◆ Data section
= Beginning of Section =
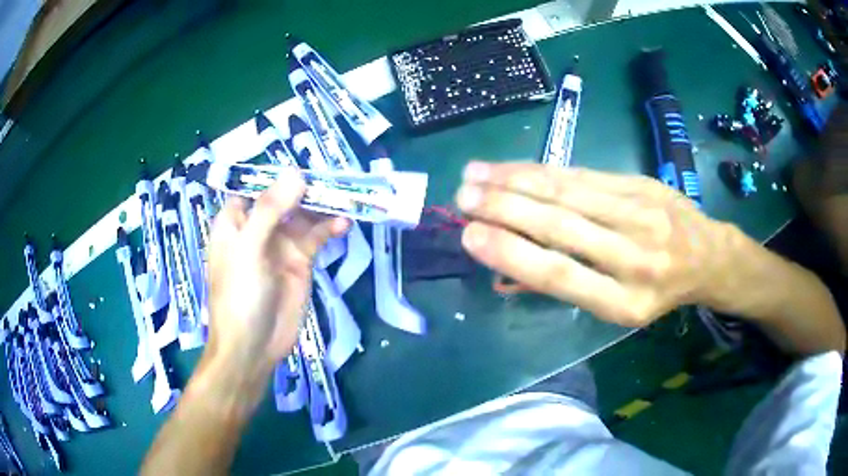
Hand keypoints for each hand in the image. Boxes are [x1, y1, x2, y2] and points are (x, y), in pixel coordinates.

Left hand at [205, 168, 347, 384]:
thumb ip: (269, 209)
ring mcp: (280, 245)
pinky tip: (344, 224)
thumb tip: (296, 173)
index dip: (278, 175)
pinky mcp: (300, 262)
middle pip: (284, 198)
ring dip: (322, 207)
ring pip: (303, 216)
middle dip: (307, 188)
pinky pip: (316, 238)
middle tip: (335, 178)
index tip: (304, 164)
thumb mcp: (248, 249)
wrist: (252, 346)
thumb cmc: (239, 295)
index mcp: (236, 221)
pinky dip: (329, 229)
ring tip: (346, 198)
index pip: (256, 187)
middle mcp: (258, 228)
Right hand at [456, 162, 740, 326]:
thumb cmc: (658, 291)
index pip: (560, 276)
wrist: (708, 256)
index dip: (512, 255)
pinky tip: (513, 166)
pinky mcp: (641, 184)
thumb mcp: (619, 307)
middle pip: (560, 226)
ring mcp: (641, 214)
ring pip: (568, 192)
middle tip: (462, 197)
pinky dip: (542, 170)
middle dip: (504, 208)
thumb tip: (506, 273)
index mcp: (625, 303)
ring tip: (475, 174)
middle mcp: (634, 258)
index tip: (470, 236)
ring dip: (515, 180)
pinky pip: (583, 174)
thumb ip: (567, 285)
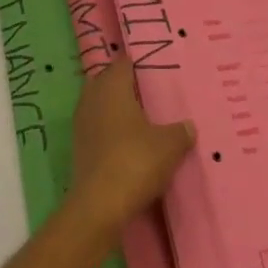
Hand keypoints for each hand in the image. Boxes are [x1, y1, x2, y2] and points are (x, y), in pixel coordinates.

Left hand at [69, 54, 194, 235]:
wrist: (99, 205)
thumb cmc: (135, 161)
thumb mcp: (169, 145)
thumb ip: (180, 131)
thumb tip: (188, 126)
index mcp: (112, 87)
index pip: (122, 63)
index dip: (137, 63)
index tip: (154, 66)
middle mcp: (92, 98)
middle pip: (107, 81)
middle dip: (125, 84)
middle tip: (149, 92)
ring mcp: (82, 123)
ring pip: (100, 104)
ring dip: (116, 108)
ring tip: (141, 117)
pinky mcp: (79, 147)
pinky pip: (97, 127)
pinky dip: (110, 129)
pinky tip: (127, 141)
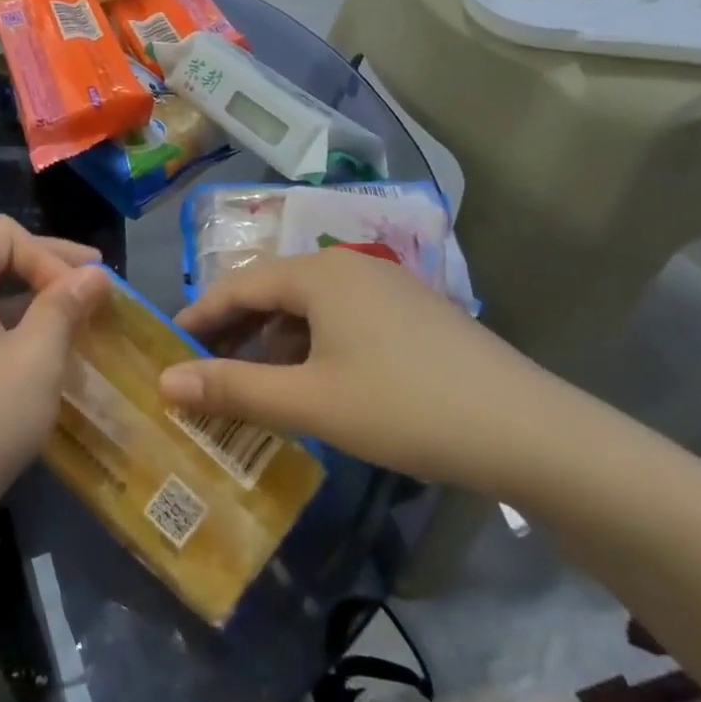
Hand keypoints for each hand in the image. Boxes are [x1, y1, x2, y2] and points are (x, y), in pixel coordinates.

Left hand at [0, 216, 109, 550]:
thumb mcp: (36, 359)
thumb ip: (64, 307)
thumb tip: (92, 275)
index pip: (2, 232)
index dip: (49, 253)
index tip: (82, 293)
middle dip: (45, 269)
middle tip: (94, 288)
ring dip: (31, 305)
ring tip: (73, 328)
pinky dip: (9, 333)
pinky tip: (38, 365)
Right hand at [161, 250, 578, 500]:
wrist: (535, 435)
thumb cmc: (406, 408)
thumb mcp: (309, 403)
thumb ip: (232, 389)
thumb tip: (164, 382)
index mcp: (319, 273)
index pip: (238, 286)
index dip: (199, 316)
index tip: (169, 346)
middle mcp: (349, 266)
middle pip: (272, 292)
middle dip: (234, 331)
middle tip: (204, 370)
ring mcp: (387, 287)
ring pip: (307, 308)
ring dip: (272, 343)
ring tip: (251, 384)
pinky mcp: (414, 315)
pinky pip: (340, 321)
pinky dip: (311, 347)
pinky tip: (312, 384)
= End of Section =
◆ Required work
The answer must match the entries above line for line, with the pictures dropped.

◆ Solution for this exercise
Hand keypoints for each hand in the image. Boxes are [x1, y1, x2, y2] and points are (x, y), in pixel coordinates.

Left hand at [205, 168, 347, 384]:
thumb ip: (269, 209)
ring mcp: (280, 245)
pinky tip: (344, 224)
thumb tip: (296, 173)
index dip: (278, 175)
pinky mcp: (300, 262)
middle pip: (284, 198)
ring dip: (322, 207)
ring pip: (303, 216)
middle dip: (307, 188)
pinky pip: (316, 238)
middle tip: (335, 178)
index tip: (304, 164)
thumb mcp: (248, 249)
wrist: (252, 346)
thumb cmc: (239, 295)
index mcp: (236, 221)
pinky dip: (329, 229)
ring tip: (346, 198)
index pip: (256, 187)
middle mcp: (258, 228)
Right hand at [456, 162, 740, 326]:
thumb cmc: (658, 291)
index pip: (560, 276)
wrist: (708, 256)
index dip: (512, 255)
pinky tip: (513, 166)
pinky mcp: (641, 184)
thumb mcp: (619, 307)
middle pip: (560, 226)
ring mcp: (641, 214)
ring pip: (568, 192)
middle tip: (462, 197)
pinky dip: (542, 170)
middle dip: (504, 208)
thumb tip: (506, 273)
index mcp: (625, 303)
ring tip: (475, 174)
middle mcp: (634, 258)
index tip: (470, 236)
ring dip: (515, 180)
pinky pip: (583, 174)
thumb ip: (567, 285)
Hand keypoints for each hand in the image. Boxes are [x1, y1, x2, y2] and points are (x, y), in pixel coordinates.

Left hand at [69, 54, 194, 235]:
wrist: (99, 205)
thumb cmc: (135, 161)
thumb mcp: (169, 145)
thumb ip: (180, 131)
thumb tip: (188, 126)
index mcp: (112, 87)
index pip: (122, 63)
index dip: (137, 63)
index tip: (154, 66)
middle mcp: (92, 98)
middle pip: (107, 81)
middle dip: (125, 84)
middle tip: (149, 92)
ring mcp: (82, 123)
ring pip: (100, 104)
ring dip: (116, 108)
ring tip: (141, 117)
pinky mcp: (79, 147)
pinky pip: (97, 127)
pinky dip: (110, 129)
pinky tip: (127, 141)
Hand keypoints for each hand in the image. Boxes are [x1, y1, x2, y2] and points are (x, y), in pixel coordinates.

Left hand at [0, 216, 109, 550]:
thumb mcp: (36, 359)
thumb ip: (64, 307)
thumb tip: (92, 275)
index pip: (2, 232)
index dip: (49, 253)
index tip: (82, 293)
middle dip: (45, 269)
middle tip: (94, 288)
ring dip: (31, 305)
ring tip: (73, 328)
pinky dip: (9, 333)
pinky tip: (38, 365)
Right hand at [161, 250, 578, 500]:
wrist: (535, 435)
thumb cmc: (406, 408)
thumb mcp: (309, 403)
thumb ip: (232, 389)
thumb tip: (164, 382)
index mcp: (319, 273)
index pip: (238, 286)
index dip: (199, 316)
index tip: (169, 346)
middle mcp: (349, 266)
middle pip: (272, 292)
middle dip: (234, 331)
middle tip: (204, 370)
ring mcp: (387, 287)
ring pip: (307, 308)
ring dip: (272, 343)
ring tip: (251, 384)
pinky mcp: (414, 315)
pinky pip: (340, 321)
pinky dip: (311, 347)
pinky tip: (312, 384)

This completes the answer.